- _What needs to be done_: Exactly as written, retype all of the records that come next.

====================

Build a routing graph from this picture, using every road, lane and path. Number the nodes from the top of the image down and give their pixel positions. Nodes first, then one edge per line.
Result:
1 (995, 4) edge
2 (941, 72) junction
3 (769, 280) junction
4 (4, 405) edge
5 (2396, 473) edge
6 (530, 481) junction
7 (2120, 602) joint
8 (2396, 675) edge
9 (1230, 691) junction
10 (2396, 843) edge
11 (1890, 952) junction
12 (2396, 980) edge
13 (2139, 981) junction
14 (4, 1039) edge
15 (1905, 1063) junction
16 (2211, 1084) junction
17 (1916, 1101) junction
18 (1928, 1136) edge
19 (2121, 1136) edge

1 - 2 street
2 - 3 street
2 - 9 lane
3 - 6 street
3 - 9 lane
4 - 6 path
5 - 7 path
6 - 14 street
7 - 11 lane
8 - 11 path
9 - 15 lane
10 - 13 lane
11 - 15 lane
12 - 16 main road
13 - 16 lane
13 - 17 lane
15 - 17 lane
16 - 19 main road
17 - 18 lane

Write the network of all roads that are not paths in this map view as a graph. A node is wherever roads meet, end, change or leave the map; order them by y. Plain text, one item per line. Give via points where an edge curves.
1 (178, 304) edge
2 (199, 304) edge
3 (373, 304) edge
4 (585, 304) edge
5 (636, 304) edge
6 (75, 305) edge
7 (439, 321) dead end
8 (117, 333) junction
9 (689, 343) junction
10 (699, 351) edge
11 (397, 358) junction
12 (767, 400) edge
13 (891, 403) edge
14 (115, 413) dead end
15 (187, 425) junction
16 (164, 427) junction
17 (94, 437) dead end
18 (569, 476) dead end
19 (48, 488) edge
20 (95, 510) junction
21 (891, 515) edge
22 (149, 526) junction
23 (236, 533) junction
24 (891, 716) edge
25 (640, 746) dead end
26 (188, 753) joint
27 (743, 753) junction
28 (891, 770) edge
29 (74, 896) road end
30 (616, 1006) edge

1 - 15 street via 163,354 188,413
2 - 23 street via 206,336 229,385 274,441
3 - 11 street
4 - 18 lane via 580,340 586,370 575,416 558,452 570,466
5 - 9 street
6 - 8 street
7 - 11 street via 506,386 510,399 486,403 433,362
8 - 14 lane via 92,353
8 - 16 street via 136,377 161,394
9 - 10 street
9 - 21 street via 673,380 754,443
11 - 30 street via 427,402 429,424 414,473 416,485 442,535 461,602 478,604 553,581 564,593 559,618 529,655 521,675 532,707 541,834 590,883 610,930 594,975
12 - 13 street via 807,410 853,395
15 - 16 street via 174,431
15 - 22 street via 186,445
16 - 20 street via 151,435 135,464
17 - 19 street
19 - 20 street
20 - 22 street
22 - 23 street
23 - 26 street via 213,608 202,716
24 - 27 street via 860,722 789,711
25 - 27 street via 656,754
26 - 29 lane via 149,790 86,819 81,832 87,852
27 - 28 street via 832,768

====================

- _Response_:
Build a routing graph from this picture, using every road, lane and path. Number the nodes from the top of the image down and give their pixel positions. Nodes first, then one edge per line.
Result:
1 (995, 4) edge
2 (941, 72) junction
3 (769, 280) junction
4 (4, 405) edge
5 (2396, 473) edge
6 (530, 481) junction
7 (2120, 602) joint
8 (2396, 675) edge
9 (1230, 691) junction
10 (2396, 843) edge
11 (1890, 952) junction
12 (2396, 980) edge
13 (2139, 981) junction
14 (4, 1039) edge
15 (1905, 1063) junction
16 (2211, 1084) junction
17 (1916, 1101) junction
18 (1928, 1136) edge
19 (2121, 1136) edge

1 - 2 street
2 - 3 street
2 - 9 lane
3 - 6 street
3 - 9 lane
4 - 6 path
5 - 7 path
6 - 14 street
7 - 11 lane
8 - 11 path
9 - 15 lane
10 - 13 lane
11 - 15 lane
12 - 16 main road
13 - 16 lane
13 - 17 lane
15 - 17 lane
16 - 19 main road
17 - 18 lane

Write the network of all roads that are not paths in this map view as a graph. A node is wherever roads meet, end, change or leave the map; order them by y. Plain text, one item per line. Give via points where an edge curves.
1 (178, 304) edge
2 (199, 304) edge
3 (373, 304) edge
4 (585, 304) edge
5 (636, 304) edge
6 (75, 305) edge
7 (439, 321) dead end
8 (117, 333) junction
9 (689, 343) junction
10 (699, 351) edge
11 (397, 358) junction
12 (767, 400) edge
13 (891, 403) edge
14 (115, 413) dead end
15 (187, 425) junction
16 (164, 427) junction
17 (94, 437) dead end
18 (569, 476) dead end
19 (48, 488) edge
20 (95, 510) junction
21 (891, 515) edge
22 (149, 526) junction
23 (236, 533) junction
24 (891, 716) edge
25 (640, 746) dead end
26 (188, 753) joint
27 (743, 753) junction
28 (891, 770) edge
29 (74, 896) road end
30 (616, 1006) edge

1 - 15 street via 163,354 188,413
2 - 23 street via 206,336 229,385 274,441
3 - 11 street
4 - 18 lane via 580,340 586,370 575,416 558,452 570,466
5 - 9 street
6 - 8 street
7 - 11 street via 506,386 510,399 486,403 433,362
8 - 14 lane via 92,353
8 - 16 street via 136,377 161,394
9 - 10 street
9 - 21 street via 673,380 754,443
11 - 30 street via 427,402 429,424 414,473 416,485 442,535 461,602 478,604 553,581 564,593 559,618 529,655 521,675 532,707 541,834 590,883 610,930 594,975
12 - 13 street via 807,410 853,395
15 - 16 street via 174,431
15 - 22 street via 186,445
16 - 20 street via 151,435 135,464
17 - 19 street
19 - 20 street
20 - 22 street
22 - 23 street
23 - 26 street via 213,608 202,716
24 - 27 street via 860,722 789,711
25 - 27 street via 656,754
26 - 29 lane via 149,790 86,819 81,832 87,852
27 - 28 street via 832,768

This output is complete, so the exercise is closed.